After two days in holding, Jazuli is released but unable to enjoy his former arrogance, having been counselled by Jasin while in jail. When he sees Fauzi become a rich yet humble man, Jazuli is sent into a depression. He falls ill and does not recover, while Jasin and Fauzi live happily.

==Writing==
Haji Abdul Malik Karim Amrullah, better known as simply Hamka, was the Sumatran-born son of a devout Muslim who viewed local traditions as hindering the progress of religion – his father's opinions influenced his. After becoming a scholar of Islam, he travelled often, including to Java. Tuan Direktur reflected Hamka's Islamic worldview and was likely derived in part from his experiences while travelling.

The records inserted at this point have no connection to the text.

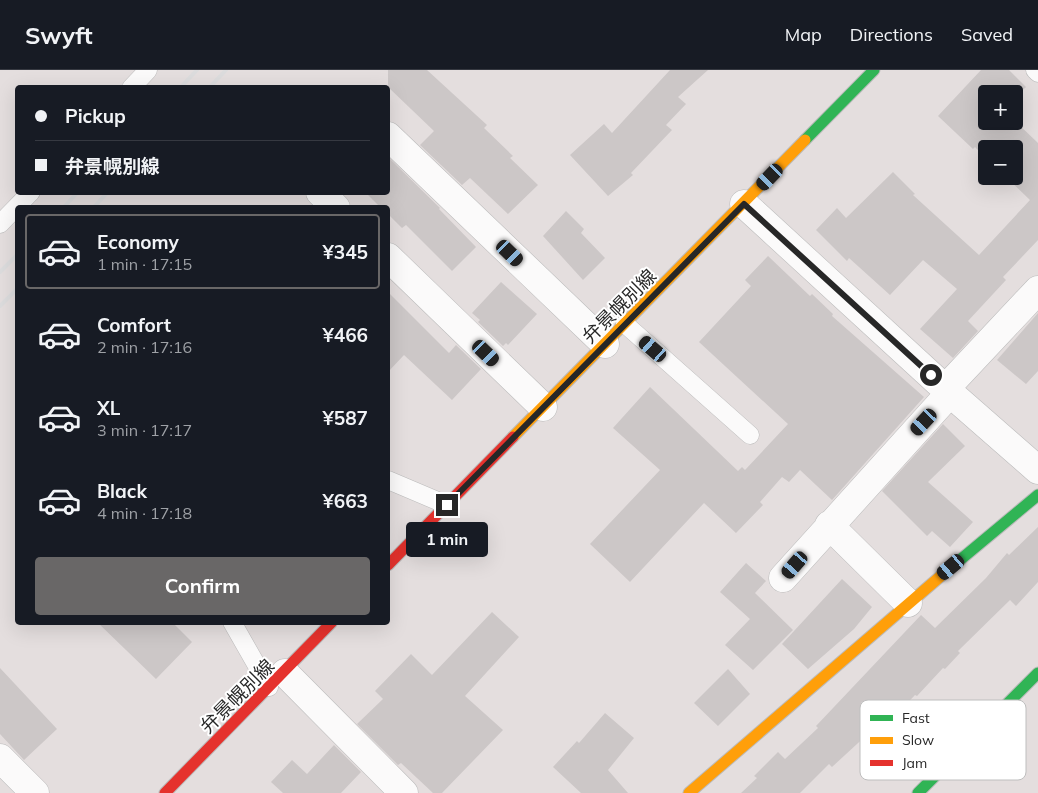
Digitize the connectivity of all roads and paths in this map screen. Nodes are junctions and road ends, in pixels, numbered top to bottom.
1 (148, 70) edge
2 (874, 70) edge
3 (1035, 70) edge
4 (1038, 73) edge
5 (134, 85) edge
6 (390, 138) edge
7 (28, 195) edge
8 (323, 195) edge
9 (744, 204) junction
10 (18, 205) edge
11 (333, 205) edge
12 (15, 209) edge
13 (0, 224) edge
14 (390, 259) edge
15 (1038, 290) edge
16 (625, 324) junction
17 (605, 344) junction
18 (948, 390) junction
19 (543, 407) junction
20 (750, 435) dead end
21 (1038, 470) edge
22 (390, 481) edge
23 (1038, 494) edge
24 (447, 505) junction
25 (829, 525) junction
26 (390, 563) edge
27 (783, 578) dead end
28 (908, 603) junction
29 (234, 625) edge
30 (329, 625) edge
31 (1038, 673) edge
32 (277, 680) junction
33 (1011, 700) edge
34 (0, 758) edge
35 (931, 780) edge
36 (35, 793) edge
37 (165, 793) edge
38 (404, 793) edge
39 (689, 793) edge
40 (918, 793) edge

1 - 5 lane
2 - 9 main road, 弁景幌別線
3 - 4 lane
6 - 17 street
7 - 10 lane
8 - 11 street
9 - 16 main road, 弁景幌別線
9 - 18 street
12 - 13 lane
14 - 19 street
15 - 18 street
16 - 17 main road, 弁景幌別線
16 - 20 lane
17 - 19 main road, 弁景幌別線
18 - 21 street
18 - 25 street
19 - 24 main road, 弁景幌別線
22 - 24 lane
23 - 28 main road
24 - 26 main road, 弁景幌別線
25 - 27 street
25 - 28 street
28 - 39 main road
29 - 32 lane
30 - 32 main road, 弁景幌別線
31 - 33 main road
32 - 37 main road, 弁景幌別線
32 - 38 street
34 - 36 street
35 - 40 main road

At the time Tuan Direktur was written, Surabaya was one of the richer cities in the Dutch East Indies, serving as both a port into the colony and as a stopping point for trade traffic headed to Australia. The city's wealth was decisively contrasted with the fate of the lower classes, who were not benefited by this trade. Writing for the Indonesian Department of Education and Culture, Putri Minerva Mutiara, Erli Yetti, and Veni Mulyani wrote that this may have influenced Hamka to set his story in the city.

==Themes==
Mutiara, Yetti, and Mulyani found that Tuan Direktur contrasted the arrogant Jazuli, referred to in the title as "Mr Director", with the more humble Jasin. Jasin spends more time praying as he becomes richer, and is willing to aid another man in entering business. His access to wealth, in their opinion, brings him closer to Allah. Thus, they surmise that the novel's moral is that an arrogant person will find sorrow, but one who is humble and prays to God will find happiness.

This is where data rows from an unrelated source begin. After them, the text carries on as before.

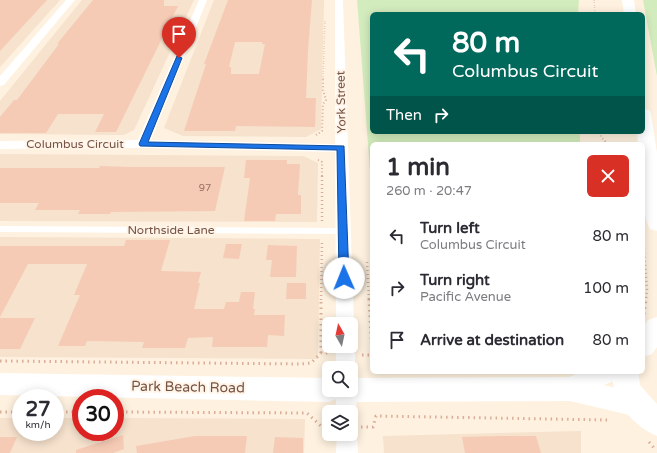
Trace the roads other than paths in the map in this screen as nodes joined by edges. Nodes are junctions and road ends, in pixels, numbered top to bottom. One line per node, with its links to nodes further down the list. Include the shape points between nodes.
1 (71, 0): 6 (street)
2 (204, 0): 8 (street)
3 (339, 0): 10 (street, York Street)
4 (628, 0): 5 (main road)
5 (630, 12)
6 (0, 83)
7 (645, 130): 11 (main road)
8 (143, 144): 9 (street, Columbus Circuit); 10 (street, Columbus Circuit)
9 (0, 145)
10 (341, 148): 13 (street, York Street)
11 (657, 224)
12 (0, 229): 13 (lane, Northside Lane)
13 (343, 231): 14 (street, York Street)
14 (344, 317)
15 (650, 321): 16 (main road, via 656,331)
16 (645, 344)
17 (657, 344): 18 (main road)
18 (645, 346)
19 (603, 374): 22 (street)
20 (625, 374): 25 (main road, via 629,390)
21 (0, 384): 23 (street, Park Beach Road)
22 (570, 389): 24 (street); 25 (street)
23 (322, 390)
24 (358, 390)
25 (651, 418)
26 (347, 441): 27 (street)
27 (348, 453)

Abdul Rahman Abdul Aziz, writing in 2009 on Hamka's Islamic interpretations, notes several aspects of Islamic teaching which are reflected in Tuan Direktur. He wrote that the novel reflected Islamic values of simplicity as a way to overcome lust, warning that, although hard work is necessary, one should not become focused on collecting wealth. Aziz, citing a passage where Jasin tells another man to sell an expensive shirt and use the money to buy shirts for less wealthy persons, further found that the novel reflected a concept of brotherhood; humans are meant to work together to overcome difficulty and not focus on their own needs. Likewise, material wealth should not be considered as important as a wealth of friends and acquaintances. A final point he identifies in the novel is that one living in the modern era should not hold superstitions.

==Release==
Tuan Direktur was first published as a serial (roman picisan) in Hamka's newspaper Pedoman Masjarakat before being picked up by the colony's state publisher, Balai Pustaka, in 1939. By 1998 it had seen four printings in Indonesia and a Malaysian translation.

The Dutch scholar of Indonesian literature A. Teeuw wrote that Tuan Direktur was an interesting book, but Hamka could not be considered a serious writer owing to the weak and overly moralistic psychology presented in his books.